Adjusting the Coordination Environment of Mn Enhances Supercapacitor Performance of MnO_2

摘要

The electrochemical properties of transition metal oxides strongly depend on the coordination environment of metal atoms. Nevertheless, the relationship between the coordination environment of metal atoms and electrochemical performance of metal oxides is unclear, while the strategy of adjusting the coordination environment of metal atoms is rare. Herein, the engineering of the coordination environment of Mn atoms in manganese dioxides (MnO2) by using a triethanolamine (TEA) complex-induced method is reported.
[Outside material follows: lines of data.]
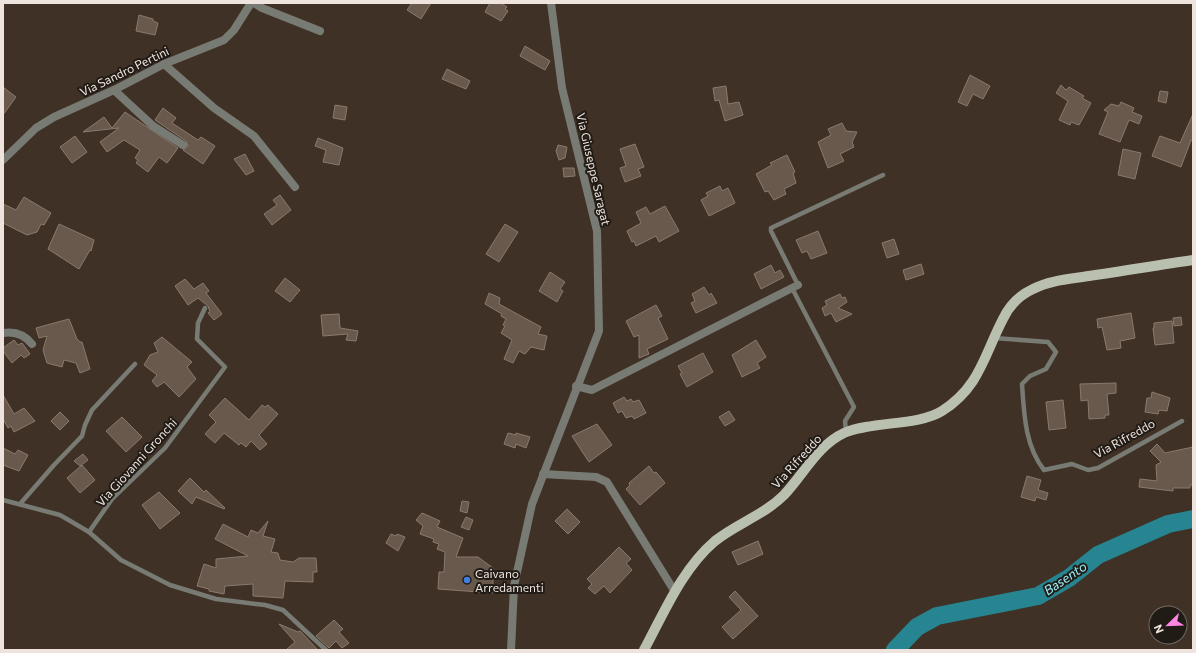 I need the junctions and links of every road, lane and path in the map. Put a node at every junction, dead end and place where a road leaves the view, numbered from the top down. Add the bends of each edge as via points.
1 (252, 3) edge
2 (551, 3) edge
3 (320, 31) dead end
4 (164, 64) junction
5 (114, 90) junction
6 (183, 145) dead end
7 (3, 160) edge
8 (883, 175) dead end
9 (295, 187) dead end
10 (1193, 260) edge
11 (795, 286) junction
12 (205, 308) dead end
13 (3, 333) edge
14 (994, 338) junction
15 (32, 344) dead end
16 (135, 364) dead end
17 (576, 386) junction
18 (1182, 420) dead end
19 (846, 432) junction
20 (543, 474) junction
21 (3, 500) edge
22 (20, 504) junction
23 (89, 532) junction
24 (675, 592) junction
25 (326, 650) edge
26 (511, 650) edge
27 (644, 650) edge

1 - 3 street
1 - 4 street, Via Sandro Pertini via 224,40
2 - 17 street, Via Giuseppe Saragat via 562,88 597,231 599,331
4 - 5 street, Via Sandro Pertini
4 - 9 street via 214,108 254,136
5 - 6 street via 153,126
5 - 7 street, Via Sandro Pertini via 36,128
8 - 11 lane via 771,228
10 - 14 main road, Via Rifreddo via 1041,285 1012,305
11 - 17 street via 592,390
11 - 19 lane via 854,407 845,421
12 - 23 lane, Via Giovanni Gronchi via 198,323 197,339 225,367 165,448 112,499
13 - 15 street via 18,333
14 - 18 lane, Via Rifreddo via 1048,342 1056,352 1046,369 1030,376 1022,384 1025,426 1036,460 1044,470 1072,464 1088,470 1098,468
14 - 19 main road, Via Rifreddo via 969,389 956,402 923,419 898,421
16 - 22 lane via 92,410 82,436
17 - 20 street, Via Giuseppe Saragat
19 - 24 main road, Via Rifreddo via 822,449 783,496 714,542 687,572
20 - 24 street via 596,477 607,482
20 - 26 street, Via Giuseppe Saragat via 532,504 514,586
21 - 22 lane
22 - 23 lane via 60,515
23 - 25 lane via 121,560 170,585 216,599 265,605 283,610
24 - 27 main road, Via Rifreddo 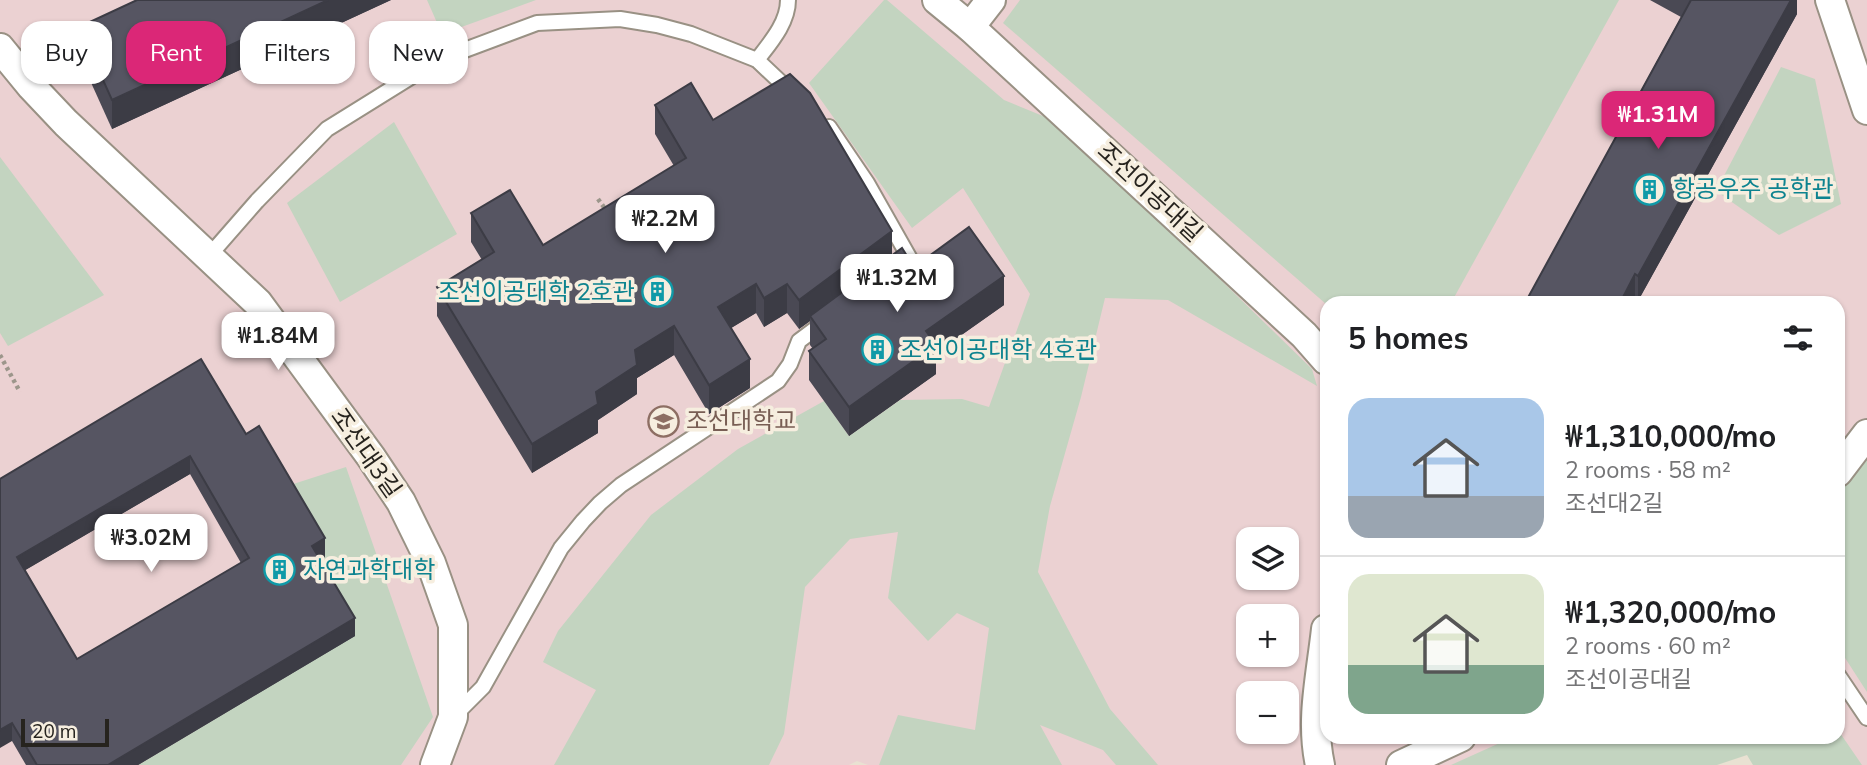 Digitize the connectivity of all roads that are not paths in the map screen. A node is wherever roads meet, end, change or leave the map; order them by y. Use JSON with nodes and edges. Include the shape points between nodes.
{"nodes":[{"id":1,"x":788,"y":0,"type":"edge"},
{"id":2,"x":937,"y":0,"type":"edge"},
{"id":3,"x":991,"y":0,"type":"edge"},
{"id":4,"x":1830,"y":0,"type":"edge"},
{"id":5,"x":970,"y":27,"type":"junction"},
{"id":6,"x":0,"y":48,"type":"edge"},
{"id":7,"x":757,"y":60,"type":"junction"},
{"id":8,"x":797,"y":97,"type":"edge"},
{"id":9,"x":1867,"y":110,"type":"edge"},
{"id":10,"x":817,"y":116,"type":"edge"},
{"id":11,"x":208,"y":257,"type":"junction"},
{"id":12,"x":888,"y":276,"type":"edge"},
{"id":13,"x":832,"y":317,"type":"edge"},
{"id":14,"x":1320,"y":353,"type":"edge"},
{"id":15,"x":1867,"y":434,"type":"edge"},
{"id":16,"x":1845,"y":463,"type":"edge"},
{"id":17,"x":1320,"y":678,"type":"edge"},
{"id":18,"x":1845,"y":685,"type":"edge"},
{"id":19,"x":453,"y":717,"type":"junction"},
{"id":20,"x":1867,"y":718,"type":"edge"},
{"id":21,"x":1446,"y":744,"type":"edge"},
{"id":22,"x":435,"y":765,"type":"edge"},
{"id":23,"x":1320,"y":765,"type":"edge"},
{"id":24,"x":1401,"y":765,"type":"edge"}],
"edges":[{"from":1,"to":7,"type":"lane","via":[[776,35]]},
{"from":2,"to":5,"type":"street","name":"조선이공대길"},
{"from":3,"to":5,"type":"street"},
{"from":4,"to":9,"type":"street"},
{"from":5,"to":14,"type":"street","name":"조선이공대길"},
{"from":6,"to":11,"type":"street","name":"조선대3길","via":[[66,123]]},
{"from":7,"to":8,"type":"lane"},
{"from":7,"to":11,"type":"lane","via":[[691,34],[645,23],[620,19],[537,23],[438,60],[327,129]]},
{"from":10,"to":12,"type":"lane","via":[[867,183],[910,259]]},
{"from":11,"to":19,"type":"street","name":"조선대3길","via":[[258,303],[401,502],[453,625]]},
{"from":13,"to":19,"type":"lane","via":[[799,341],[778,381],[621,485],[583,521],[561,548],[483,688]]},
{"from":15,"to":16,"type":"street"},
{"from":17,"to":23,"type":"street","via":[[1315,719]]},
{"from":18,"to":20,"type":"lane"},
{"from":19,"to":22,"type":"street","name":"조선대3길"},
{"from":21,"to":24,"type":"street"}]}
The detailed experimental characterizations and density functional theory calculations show that the optimized Mn coordination environment with oxygen deficiency and more corner-shared Mn-Mn shells results in apparent electron dislocation and forms an effective built-in electrical field. As a result, the obtained MnO2-TEA sample exhibits a high conductivity and an excellent ion diffusion capacity, with a remarkable specific capacitance of 417.5 F g(-1) at 1 A g(-1). At the power density of 450.0 W kg(-1), the fabricated asymmetric supercapacitor delivers the maximal energy density (57.4 Wh kg(-1)). This work not only provides an effective strategy of adjusting the coordination environment of metal atoms in metal oxides, but also presents a deeper understanding of the electronic structure dependent electrochemical performance of electrode materials.